Daniel Bouton turned 59 only a couple of weeks ago. Normally, he could have claimed several more years to continue running Société Générale. But circumstances have hardly been normal in the past 12 months for the chairman and architect of the French bank’s expansion to become one of Europe’s financial powerhouses, and he will be moving out next week.
If the subprime crisis were not bad enough for a bank that had built a reputation as a leader in equity derivatives, the rogue trading scandal that hit SocGen last year seemed to put the writing on the wall for an otherwise impressive career as a banker.
Mr Bouton has finally decided to resign. He offered to do so at the time of last year’s trading scandal, but his board rejected it. A number of directors would probably have liked him to go. But when Nicolas Sarkozy, the French president, launched a stinging public attack on the SocGen boss, the board closed ranks and rallied round the embattled Mr Bouton. After all, SocGen has also been proud of its independence and was not going to be told what to do by the Elysée Palace.
There was a second good reason for Mr Bouton to hang on, even as he became unfairly depicted as the symbol of the greedy banker by the political establishment. Although he had been carefully preparing his succession, the time was not ripe for his departure. The two leading candidates were Jean-Pierre Mustier and Frédéric Oudéa, both regarded as brilliant young bankers.
Mr Mustier headed the investment banking business where the rogue trading scandal took place. He has moved on to run the bank’s private banking business and was instrumental in negotiating the recent merger of SocGen’s asset management activities with those of Crédit Agricole.
That left the way clear for Mr Oudéa. He was appointed chief executive but Mr Bouton, who had combined CEO and chairman posts, stayed on as non-executive chairman. Mr Oudéa is probably considered a little young and needing the support and watchful eye of the chairman.
Mr Bouton now says there is no need for him to continue as chairman because Mr Oudéa has made his mark. Mr Bouton also spent his career fighting off repeated attempts by French rival BNP Paribas to acquire SocGen. Now that BNP has secured its deal to take over the Fortis Belgian banking operations, he is no longer required to man the barricades.
But the real reason may be that he has now made one mistake too many. Mr Bouton has never been known for political savvy or social skills. Perhaps that is why he saw no problem recently with accepting a share option package at precisely the moment the country was up in arms over the pay of bankers whose institutions have benefited from state support.
The public outrage prompted Mr Bouton and three other top executives to give up their entitlements.

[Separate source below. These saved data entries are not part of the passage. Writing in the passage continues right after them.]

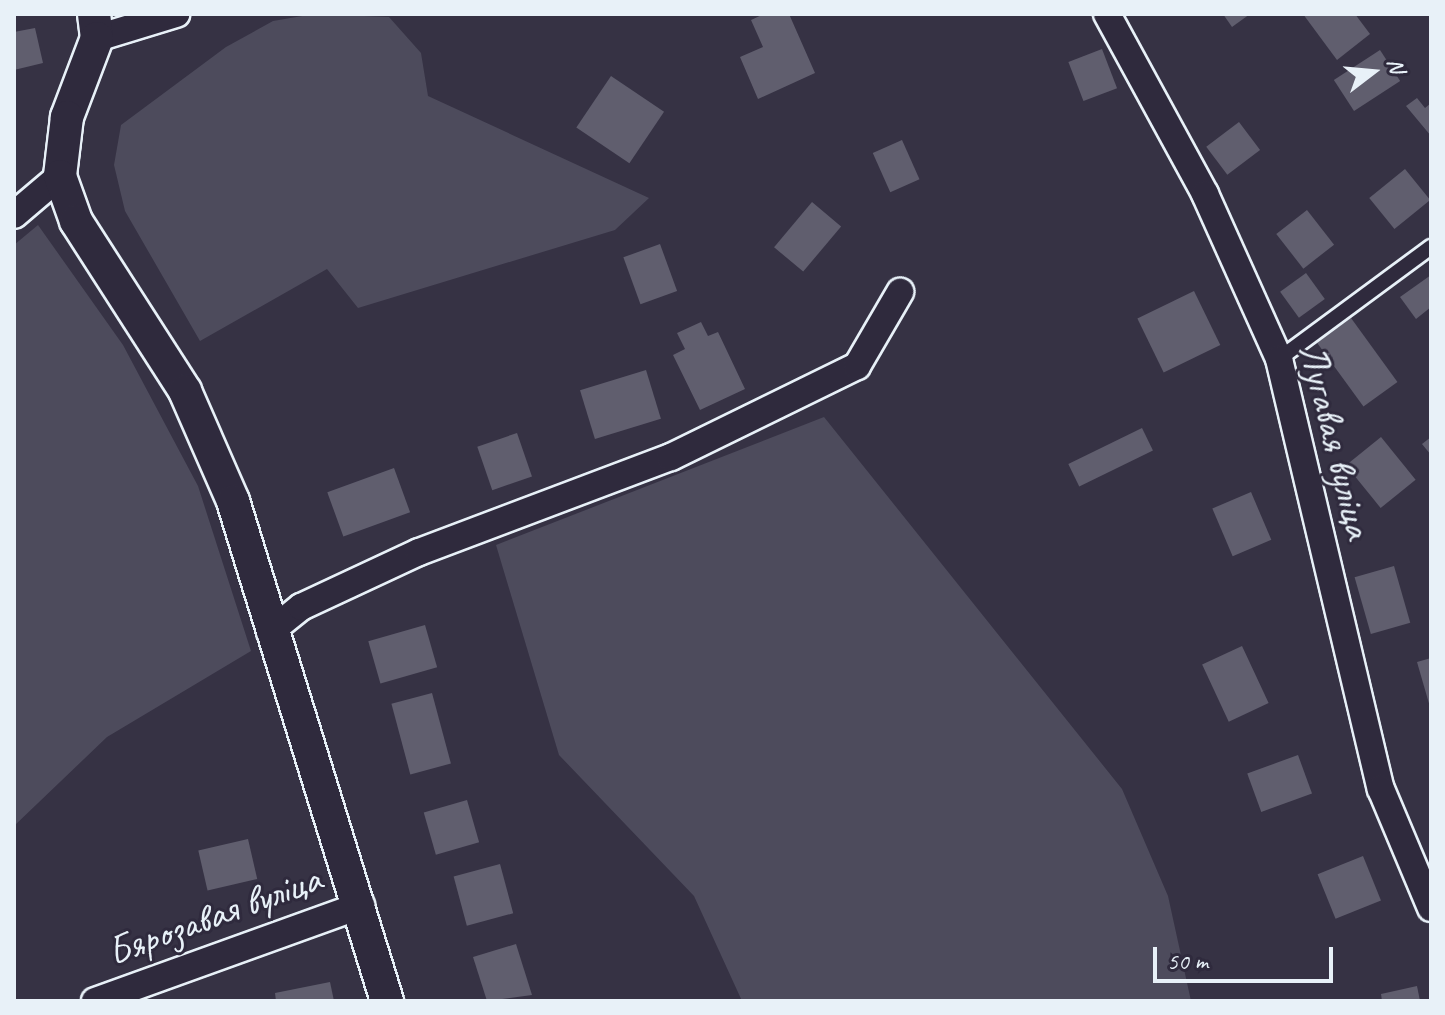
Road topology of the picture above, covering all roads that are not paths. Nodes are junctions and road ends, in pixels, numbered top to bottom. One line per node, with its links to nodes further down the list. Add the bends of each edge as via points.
1 (176, 14): 3 (street)
2 (1107, 14): 8 (street, Лугавая вуліца, via 1205,194)
3 (93, 38): 4 (street, via 67,117)
4 (60, 176): 5 (street); 9 (street, via 76,221 185,391 233,501)
5 (14, 215)
6 (1431, 247): 8 (lane)
7 (900, 292): 9 (street, via 857,366 671,457 419,552 301,607)
8 (1279, 359): 11 (street, Лугавая вуліца, via 1381,789)
9 (270, 632): 10 (street)
10 (361, 905): 12 (street, Бярозавая вуліца); 13 (street)
11 (1431, 908)
12 (95, 1001)
13 (387, 1001)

But the public relations damage was done. For SocGen, the immediate challenge is to restore its badly dented public image. The irony is that for all its highly publicised problems, the bank has continued to perform more than adequately. That, in large part, has been thanks to Mr Bouton’s stewardship before he unexpectedly tripped up so badly. Even then – and probably the biggest irony of all – the trading scandal forced SocGen to rush through a rights issue to strengthen its capital base well before the full force of the subprime crisis swept the financial world.
Now that he seems to have the Chrysler deal practically in the bag, Sergio Marchionne Fiat’s chief executive, will be able to devote more time to his parallel negotiations to acquire Opel and General Motors’ other European operations.

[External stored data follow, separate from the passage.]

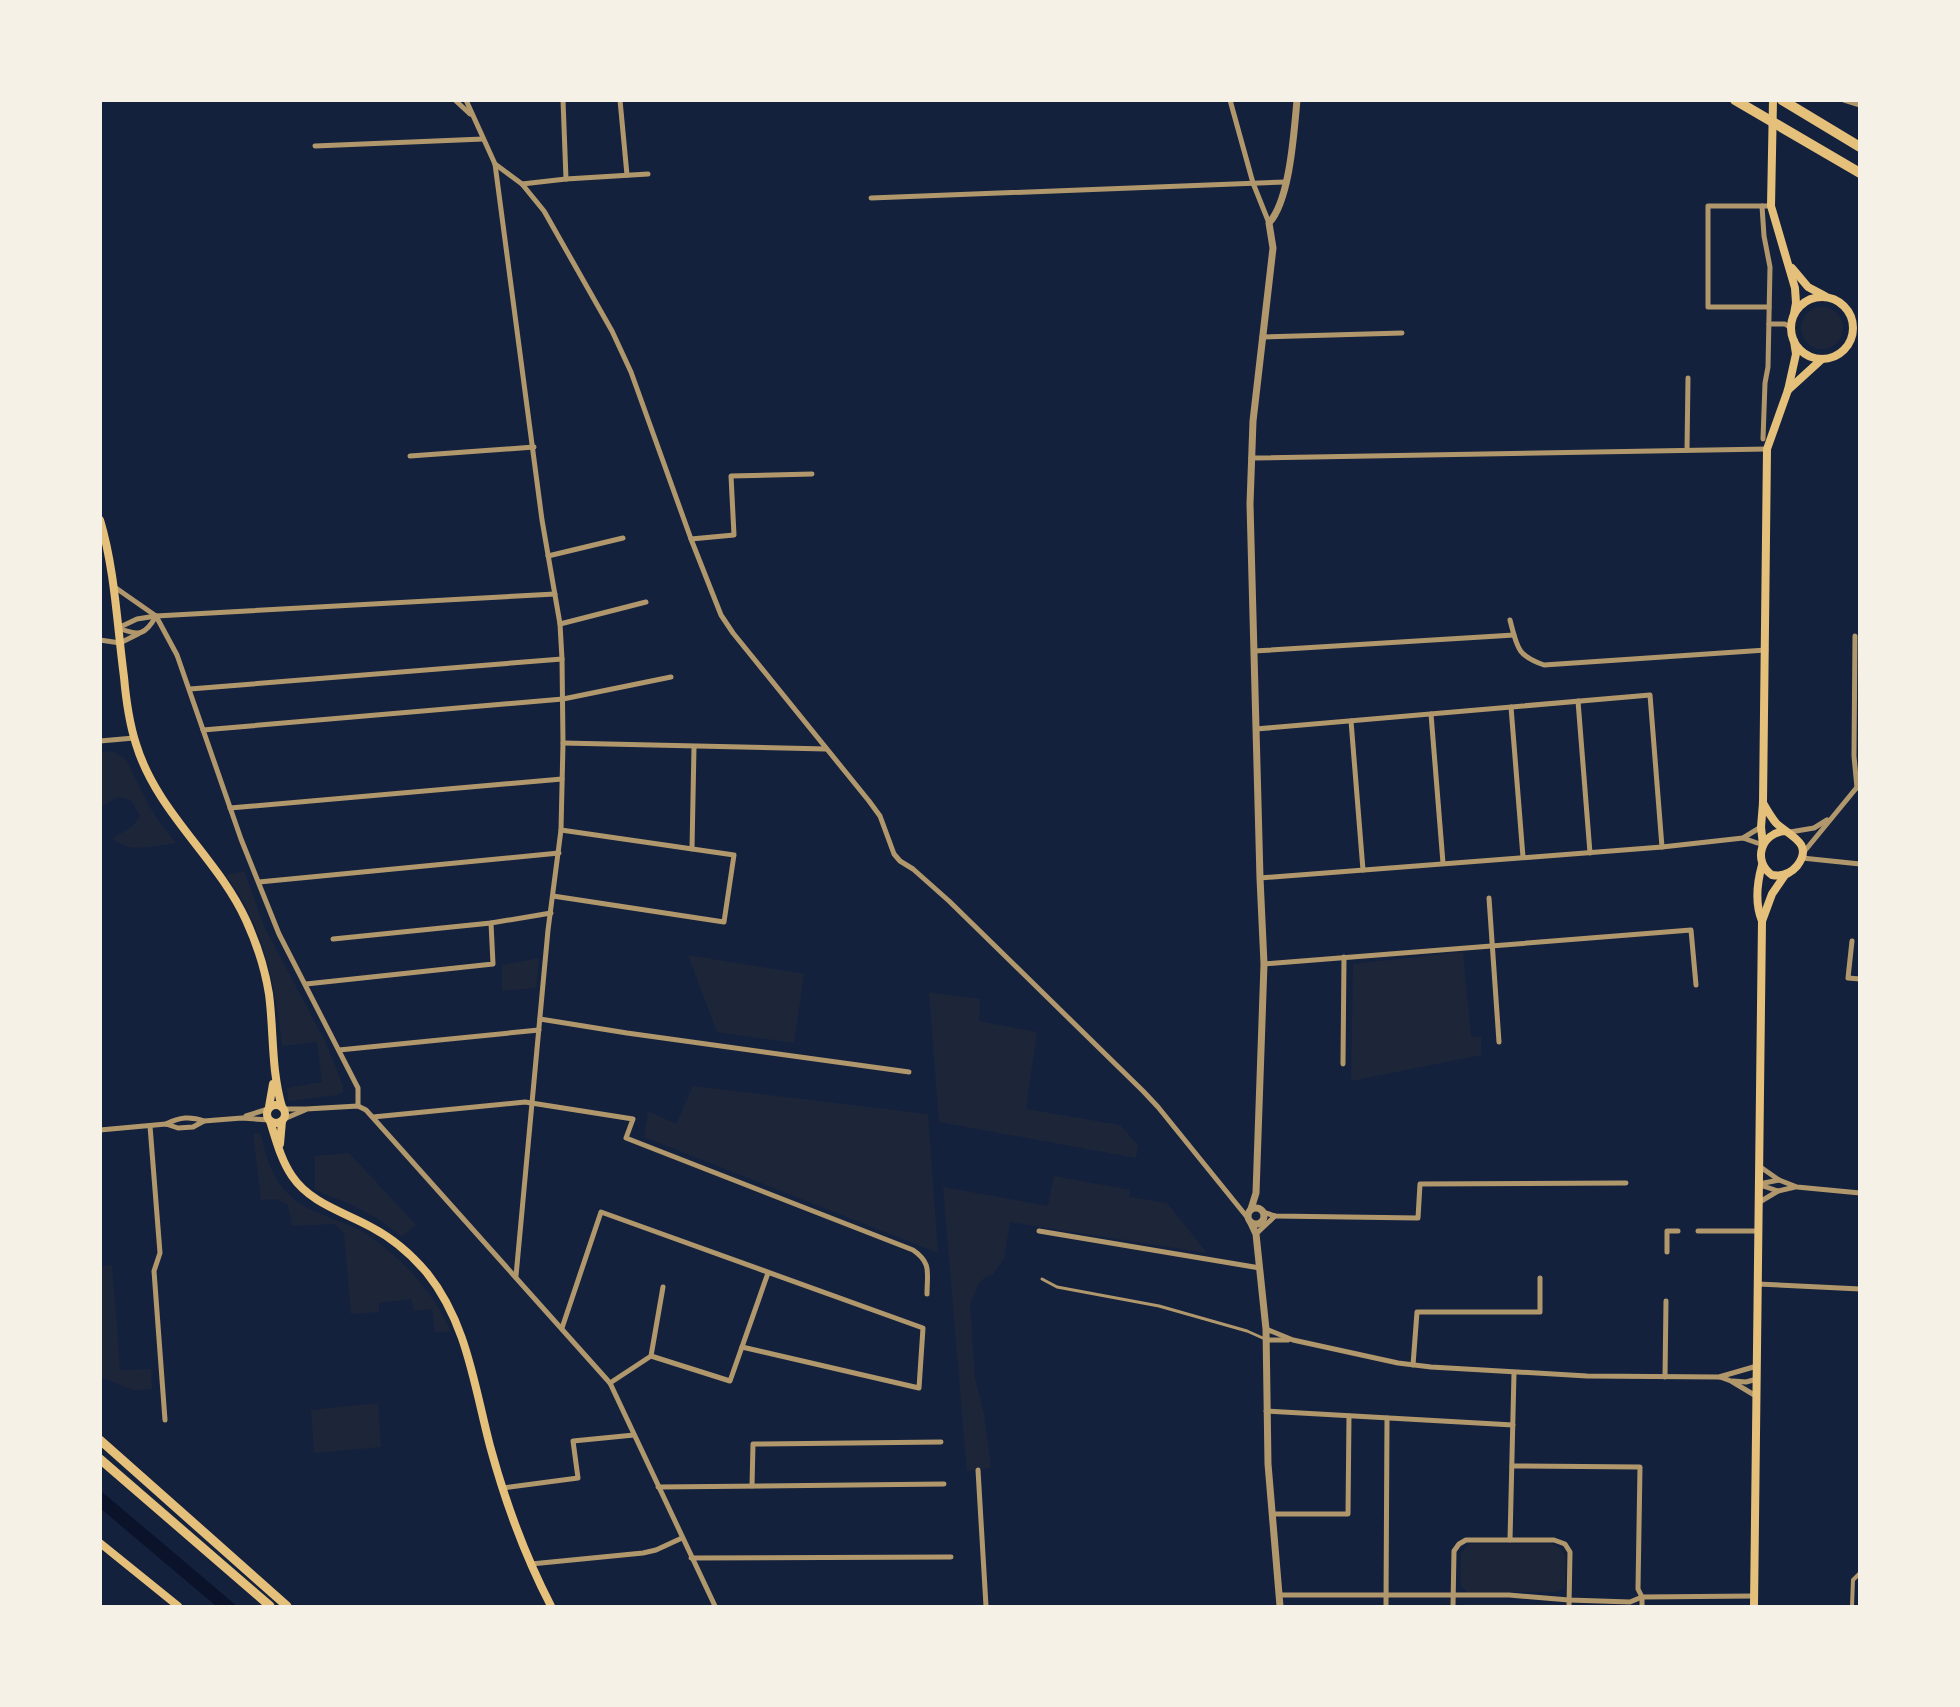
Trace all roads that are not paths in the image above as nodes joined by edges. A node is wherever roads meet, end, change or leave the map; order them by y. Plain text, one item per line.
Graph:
1 (455, 100) edge
2 (466, 100) edge
3 (563, 100) edge
4 (620, 100) edge
5 (1230, 100) edge
6 (1297, 100) edge
7 (1736, 100) edge
8 (1773, 100) edge
9 (1782, 100) edge
10 (1844, 100) edge
11 (1860, 105) edge
12 (472, 115) junction
13 (483, 139) junction
14 (315, 146) dead end
15 (1860, 147) edge
16 (495, 164) junction
17 (1860, 173) edge
18 (648, 174) dead end
19 (627, 175) junction
20 (566, 179) junction
21 (1286, 182) junction
22 (1253, 183) junction
23 (522, 184) junction
24 (871, 198) dead end
25 (1762, 206) junction
26 (1771, 206) junction
27 (1269, 223) junction
28 (1790, 265) junction
29 (1829, 298) junction
30 (1769, 307) junction
31 (1794, 314) junction
32 (1850, 315) junction
33 (1860, 321) edge
34 (1769, 324) junction
35 (1791, 328) junction
36 (1402, 333) dead end
37 (1262, 337) junction
38 (1860, 339) edge
39 (1794, 341) junction
40 (1850, 342) junction
41 (1822, 359) junction
42 (1688, 378) dead end
43 (1788, 390) junction
44 (1763, 439) dead end
45 (534, 447) junction
46 (1767, 449) junction
47 (1687, 450) junction
48 (410, 456) dead end
49 (1251, 458) junction
50 (812, 474) dead end
51 (100, 520) edge
52 (623, 538) dead end
53 (691, 539) junction
54 (548, 556) junction
55 (112, 585) junction
56 (555, 594) junction
57 (646, 602) dead end
58 (156, 616) junction
59 (1510, 620) dead end
60 (560, 624) junction
61 (118, 628) junction
62 (138, 634) junction
63 (1514, 635) junction
64 (1855, 636) dead end
65 (100, 640) edge
66 (120, 643) junction
67 (1254, 651) junction
68 (1766, 651) junction
69 (562, 659) junction
70 (671, 677) dead end
71 (190, 689) junction
72 (563, 699) junction
73 (1578, 701) junction
74 (1511, 707) junction
75 (1431, 714) junction
76 (1352, 721) junction
77 (1256, 729) junction
78 (203, 730) junction
79 (134, 738) junction
80 (100, 741) edge
81 (563, 743) junction
82 (694, 747) junction
83 (826, 749) junction
84 (562, 779) junction
85 (1858, 787) edge
86 (1763, 803) junction
87 (230, 808) junction
88 (1832, 818) junction
89 (1761, 827) junction
90 (561, 830) junction
91 (1788, 832) junction
92 (1743, 838) junction
93 (1763, 845) junction
94 (1662, 847) junction
95 (692, 849) junction
96 (559, 852) junction
97 (1590, 853) junction
98 (1523, 856) junction
99 (1802, 856) junction
100 (1443, 863) junction
101 (1860, 864) edge
102 (1762, 865) junction
103 (1364, 870) junction
104 (1785, 875) junction
105 (1260, 878) junction
106 (259, 882) junction
107 (553, 896) junction
108 (1489, 898) dead end
109 (551, 913) junction
110 (1762, 921) junction
111 (491, 922) junction
112 (333, 939) dead end
113 (1852, 941) dead end
114 (1492, 945) junction
115 (1344, 957) junction
116 (1264, 964) junction
117 (1860, 979) edge
118 (306, 984) junction
119 (1696, 986) dead end
120 (540, 1019) junction
121 (538, 1030) junction
122 (1499, 1042) dead end
123 (339, 1050) junction
124 (1343, 1064) dead end
125 (909, 1072) dead end
126 (274, 1076) junction
127 (532, 1103) junction
128 (358, 1106) junction
129 (269, 1108) junction
130 (283, 1108) junction
131 (306, 1109) junction
132 (242, 1118) junction
133 (373, 1118) junction
134 (269, 1120) junction
135 (283, 1120) junction
136 (204, 1121) junction
137 (166, 1124) junction
138 (150, 1126) junction
139 (100, 1130) edge
140 (280, 1152) junction
141 (1759, 1166) junction
142 (1779, 1180) junction
143 (1626, 1183) dead end
144 (1759, 1184) junction
145 (1797, 1187) junction
146 (1778, 1191) junction
147 (1256, 1193) junction
148 (1860, 1193) edge
149 (1235, 1202) junction
150 (1758, 1203) junction
151 (1251, 1209) junction
152 (1262, 1216) junction
153 (1275, 1216) junction
154 (1249, 1220) junction
155 (1039, 1231) dead end
156 (1678, 1231) dead end
157 (1698, 1231) dead end
158 (1758, 1231) junction
159 (1256, 1234) junction
160 (1667, 1252) dead end
161 (1260, 1268) junction
162 (768, 1273) junction
163 (516, 1276) junction
164 (1540, 1278) dead end
165 (1042, 1279) dead end
166 (1757, 1284) junction
167 (663, 1287) dead end
168 (1860, 1289) edge
169 (927, 1294) dead end
170 (1666, 1301) dead end
171 (562, 1328) junction
172 (1266, 1329) junction
173 (1266, 1340) junction
174 (1293, 1340) junction
175 (742, 1347) junction
176 (651, 1356) junction
177 (1413, 1365) junction
178 (1757, 1366) junction
179 (1514, 1373) junction
180 (1665, 1377) junction
181 (1719, 1377) junction
182 (1757, 1379) junction
183 (1731, 1381) junction
184 (610, 1383) junction
185 (1756, 1396) junction
186 (1266, 1411) junction
187 (1349, 1416) junction
188 (1388, 1418) junction
189 (165, 1420) dead end
190 (1513, 1425) junction
191 (634, 1434) junction
192 (100, 1440) edge
193 (941, 1442) dead end
194 (100, 1459) edge
195 (1512, 1466) junction
196 (978, 1470) dead end
197 (944, 1484) dead end
198 (752, 1486) junction
199 (658, 1487) junction
200 (503, 1488) junction
201 (1273, 1514) junction
202 (682, 1538) junction
203 (1510, 1540) junction
204 (100, 1543) edge
205 (951, 1557) dead end
206 (691, 1558) junction
207 (531, 1564) junction
208 (1860, 1573) edge
209 (1280, 1595) junction
210 (1386, 1595) junction
211 (1453, 1595) junction
212 (1754, 1596) junction
213 (1642, 1597) junction
214 (1569, 1603) edge
215 (177, 1606) edge
216 (270, 1606) edge
217 (287, 1606) edge
218 (551, 1606) edge
219 (715, 1606) edge
220 (987, 1606) edge
221 (1280, 1606) edge
222 (1386, 1606) edge
223 (1453, 1606) edge
224 (1642, 1606) edge
225 (1754, 1606) edge
226 (1852, 1606) edge

1 - 12 street
2 - 12 street
3 - 20 street
4 - 19 street
5 - 22 street
6 - 21 street
7 - 17 highway
8 - 26 main road
9 - 15 highway
10 - 11 street
12 - 13 street
13 - 14 street
13 - 16 street
16 - 23 street
16 - 45 street
18 - 19 street
19 - 20 street
20 - 23 street
21 - 22 street
21 - 27 street
22 - 24 street
22 - 27 street
23 - 53 street
25 - 26 street
25 - 30 street
25 - 30 street
26 - 28 main road
27 - 37 street
28 - 29 main road
28 - 31 main road
29 - 31 main road
29 - 32 main road
30 - 34 street
31 - 35 main road
32 - 33 main road
32 - 40 main road
34 - 35 street
34 - 44 street
35 - 39 main road
36 - 37 street
37 - 49 street
38 - 40 main road
39 - 41 main road
39 - 43 main road
40 - 41 main road
41 - 43 main road
42 - 47 street
43 - 46 main road
45 - 48 street
45 - 54 street
46 - 47 street
46 - 68 main road
47 - 49 street
49 - 67 street
50 - 53 street
51 - 55 main road
52 - 54 street
53 - 83 street
54 - 56 street
55 - 58 street
55 - 61 main road
56 - 58 street
56 - 60 street
57 - 60 street
58 - 61 street
58 - 62 street
58 - 71 street
59 - 63 street
60 - 69 street
61 - 62 street
61 - 66 main road
62 - 66 street
63 - 67 street
63 - 68 street
64 - 85 street
65 - 66 street
66 - 79 main road
67 - 77 street
68 - 86 main road
69 - 71 street
69 - 72 street
70 - 72 street
71 - 78 street
72 - 78 street
72 - 81 street
73 - 74 street
73 - 94 street
73 - 97 street
74 - 75 street
74 - 98 street
75 - 76 street
75 - 100 street
76 - 77 street
76 - 103 street
77 - 105 street
78 - 87 street
79 - 80 street
79 - 126 main road
81 - 82 street
81 - 84 street
82 - 83 street
82 - 95 street
83 - 149 street
84 - 87 street
84 - 90 street
85 - 88 street
86 - 89 main road
86 - 91 main road
87 - 106 street
88 - 91 street
88 - 99 street
89 - 92 street
89 - 93 main road
90 - 95 street
90 - 96 street
91 - 93 main road
91 - 99 main road
92 - 93 street
92 - 94 street
93 - 102 main road
94 - 97 street
95 - 107 street
96 - 106 street
96 - 107 street
97 - 98 street
98 - 100 street
99 - 101 street
99 - 104 main road
100 - 103 street
102 - 104 main road
102 - 110 main road
103 - 105 street
104 - 110 main road
105 - 116 street
106 - 118 street
107 - 109 street
108 - 114 street
109 - 111 street
109 - 120 street
110 - 141 main road
111 - 112 street
111 - 118 street
113 - 117 street
114 - 115 street
114 - 119 street
114 - 122 street
115 - 116 street
115 - 124 street
116 - 147 street
118 - 123 street
120 - 121 street
120 - 125 street
121 - 123 street
121 - 127 street
123 - 128 street
126 - 129 main road
126 - 130 main road
127 - 133 street
127 - 163 street
127 - 169 street
128 - 131 street
128 - 133 street
129 - 130 main road
129 - 132 street
129 - 134 main road
130 - 131 street
130 - 135 main road
131 - 135 street
132 - 134 street
132 - 136 street
133 - 163 street
134 - 135 main road
134 - 140 main road
135 - 140 main road
136 - 137 street
136 - 137 street
137 - 138 street
138 - 139 street
138 - 189 street
140 - 200 main road
141 - 142 street
141 - 144 main road
142 - 144 street
142 - 145 street
143 - 153 street
144 - 146 street
144 - 150 main road
145 - 146 street
145 - 148 street
146 - 150 street
147 - 151 street
147 - 152 street
149 - 151 street
149 - 154 street
150 - 158 main road
151 - 152 street
151 - 154 street
152 - 153 street
152 - 154 street
152 - 159 street
153 - 159 street
154 - 159 street
155 - 161 street
156 - 160 street
157 - 158 street
158 - 166 main road
159 - 161 street
161 - 172 street
162 - 171 street
162 - 175 street
162 - 175 street
163 - 171 street
164 - 177 street
165 - 173 lane
166 - 168 street
166 - 178 main road
167 - 176 street
170 - 180 street
171 - 184 street
172 - 173 street
172 - 174 street
173 - 174 street
173 - 186 street
174 - 177 street
175 - 176 street
176 - 184 street
177 - 179 street
178 - 181 street
178 - 182 main road
179 - 180 street
179 - 190 street
180 - 181 street
181 - 183 street
182 - 183 street
182 - 185 main road
183 - 185 street
184 - 191 street
185 - 212 main road
186 - 187 street
186 - 201 street
187 - 188 street
187 - 201 street
188 - 190 street
188 - 210 street
190 - 195 street
191 - 199 street
191 - 200 street
192 - 217 highway
193 - 198 street
194 - 216 highway
195 - 203 street
195 - 213 street
196 - 220 street
197 - 198 street
198 - 199 street
199 - 202 street
200 - 207 main road
201 - 209 street
202 - 206 street
202 - 207 street
203 - 211 street
203 - 214 street
204 - 215 main road
205 - 206 street
206 - 219 street
207 - 218 main road
208 - 226 street
209 - 210 street
209 - 221 street
210 - 211 street
210 - 222 street
211 - 214 street
211 - 223 street
212 - 213 street
212 - 225 main road
213 - 214 street
213 - 224 street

Chrysler was complicated, but Opel promises to be even more so. The German unions, probably with the tacit support of Berlin, last week leaked Fiat’s interest in Opel. This sparked a public outcry, with unions and politicians warning that a deal with Fiat would ultimately lead to big job cuts in Germany.
Opel thus seems to be turning into a prime electoral issue in Germany just as the future of Alitalia became a big issue in the last Italian parliamentary election that saw Silvio Berlusconi return to power. This could well be the case, but the German reaction smacks much more of negotiating tactics to secure rock-solid pledges from Fiat on German jobs and restructuring.
There are not many better alternatives than Fiat for Opel. None of Opel’s German peers is interested and surely Fiat would offer a better fit than Magna, the Canadian car parts group also interested in Opel, or a Chinese manufacturer. As for Fiat, absorbing Chrysler and eventually GM’s European operations on the cheap is clearly compelling.
But there are also big risks, especially if both ultimately turn out to be – as others have discovered – bottomless financial and industrial pits.